[Stored items from a collection]

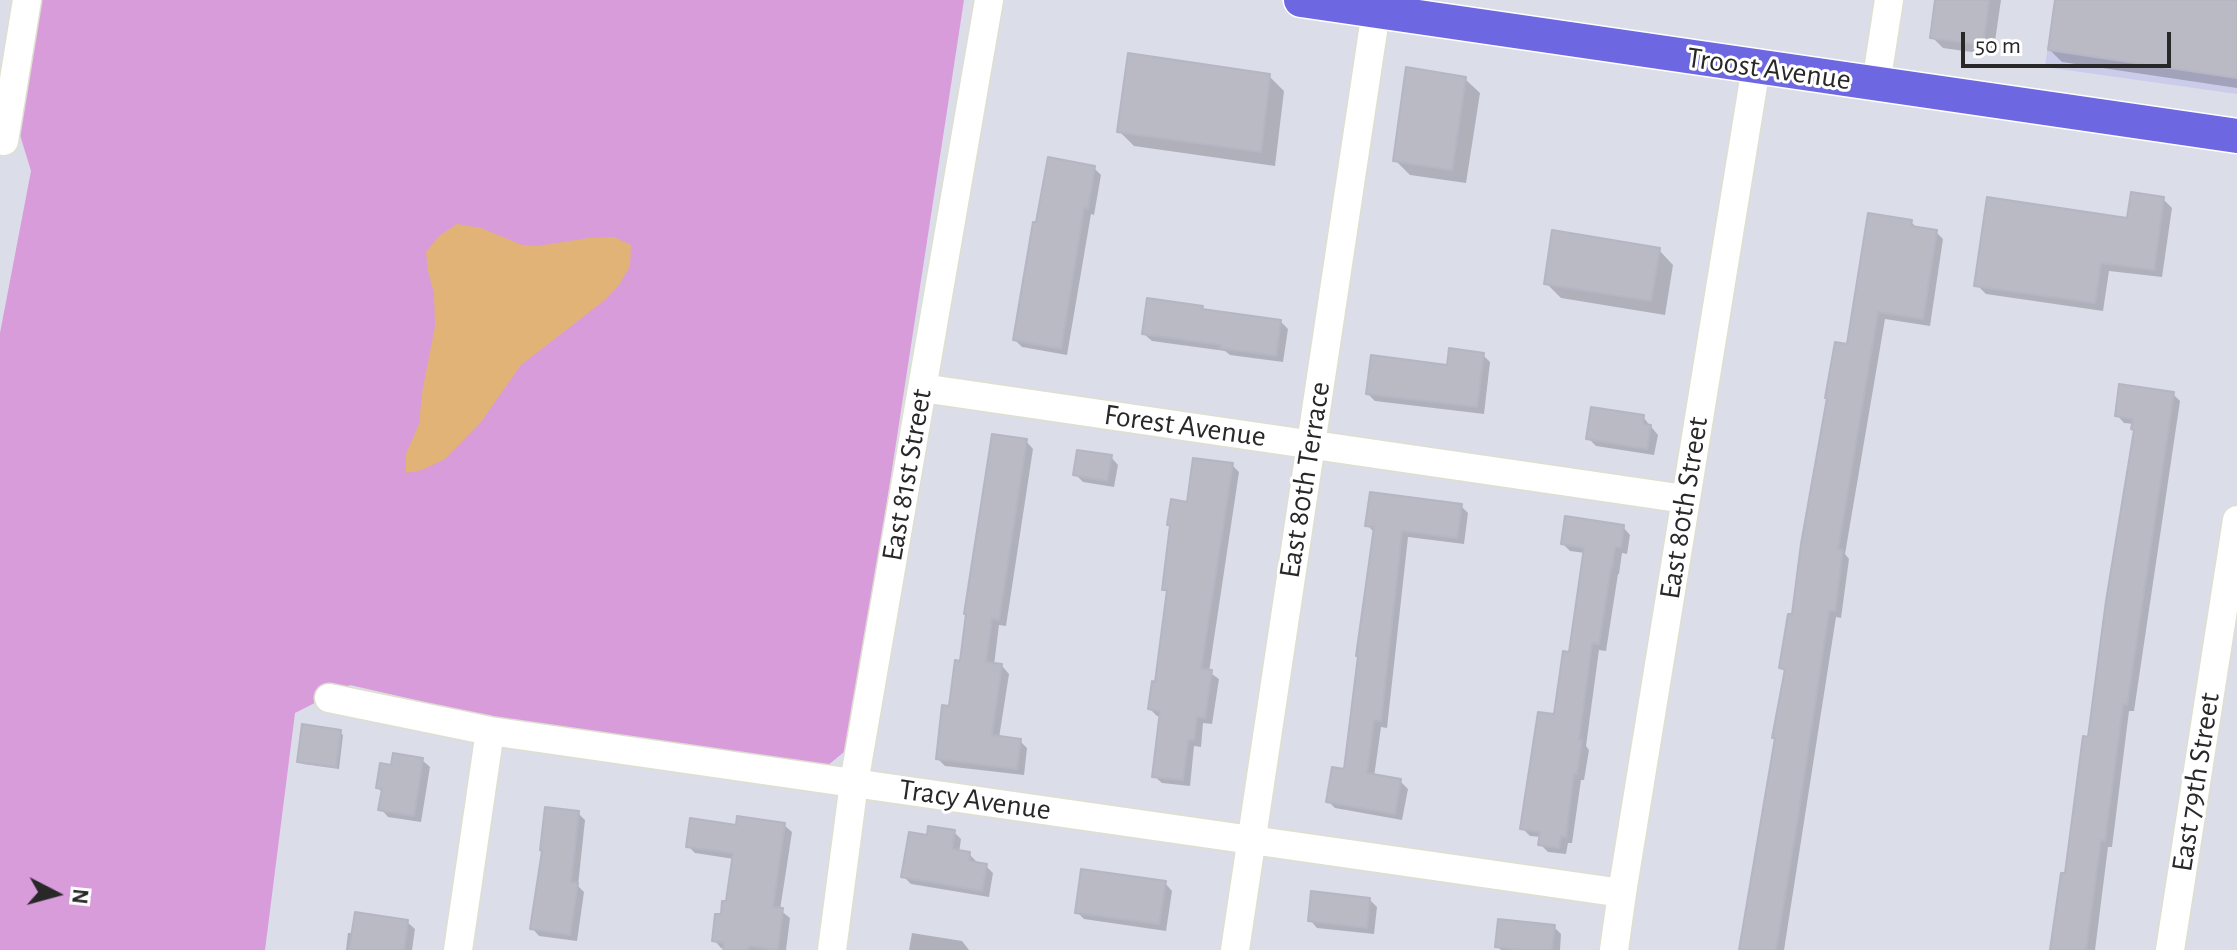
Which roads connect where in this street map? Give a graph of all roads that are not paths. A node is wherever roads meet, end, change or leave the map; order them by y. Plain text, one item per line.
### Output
1 (27, 0) edge
2 (989, 0) edge
3 (1301, 0) edge
4 (1889, 0) edge
5 (1376, 11) junction
6 (1756, 67) junction
7 (1876, 84) junction
8 (2237, 136) edge
9 (4, 141) dead end
10 (922, 388) junction
11 (1310, 445) junction
12 (1685, 499) junction
13 (2237, 520) edge
14 (329, 698) dead end
15 (490, 731) junction
16 (854, 783) junction
17 (1250, 840) junction
18 (1622, 893) junction
19 (458, 950) edge
20 (832, 950) edge
21 (1235, 950) edge
22 (1614, 950) edge
23 (2170, 950) edge

1 - 9 street
2 - 10 street, East 81st Street
3 - 5 main road, Troost Avenue
4 - 7 street
5 - 6 main road, Troost Avenue
5 - 11 street, East 80th Terrace
6 - 7 main road, Troost Avenue
6 - 12 street, East 80th Street
7 - 8 main road, Troost Avenue
10 - 11 street, Forest Avenue
10 - 16 street, East 81st Street
11 - 12 street, Forest Avenue
11 - 17 street, East 80th Terrace
12 - 18 street, East 80th Street
13 - 23 street, East 79th Street
14 - 15 street, Tracy Avenue
15 - 16 street, Tracy Avenue
15 - 19 street
16 - 17 street, Tracy Avenue
16 - 20 street, East 81st Street
17 - 18 street, Tracy Avenue
17 - 21 street, East 80th Terrace
18 - 22 street, East 80th Street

* What is expected: Every line above should be reproduced exactly, please, with no pictures included.

* Solution to this problem:
Which roads connect where in this street map? Give a graph of all roads that are not paths. A node is wherever roads meet, end, change or leave the map; order them by y. Plain text, one item per line.
### Output
1 (27, 0) edge
2 (989, 0) edge
3 (1301, 0) edge
4 (1889, 0) edge
5 (1376, 11) junction
6 (1756, 67) junction
7 (1876, 84) junction
8 (2237, 136) edge
9 (4, 141) dead end
10 (922, 388) junction
11 (1310, 445) junction
12 (1685, 499) junction
13 (2237, 520) edge
14 (329, 698) dead end
15 (490, 731) junction
16 (854, 783) junction
17 (1250, 840) junction
18 (1622, 893) junction
19 (458, 950) edge
20 (832, 950) edge
21 (1235, 950) edge
22 (1614, 950) edge
23 (2170, 950) edge

1 - 9 street
2 - 10 street, East 81st Street
3 - 5 main road, Troost Avenue
4 - 7 street
5 - 6 main road, Troost Avenue
5 - 11 street, East 80th Terrace
6 - 7 main road, Troost Avenue
6 - 12 street, East 80th Street
7 - 8 main road, Troost Avenue
10 - 11 street, Forest Avenue
10 - 16 street, East 81st Street
11 - 12 street, Forest Avenue
11 - 17 street, East 80th Terrace
12 - 18 street, East 80th Street
13 - 23 street, East 79th Street
14 - 15 street, Tracy Avenue
15 - 16 street, Tracy Avenue
15 - 19 street
16 - 17 street, Tracy Avenue
16 - 20 street, East 81st Street
17 - 18 street, Tracy Avenue
17 - 21 street, East 80th Terrace
18 - 22 street, East 80th Street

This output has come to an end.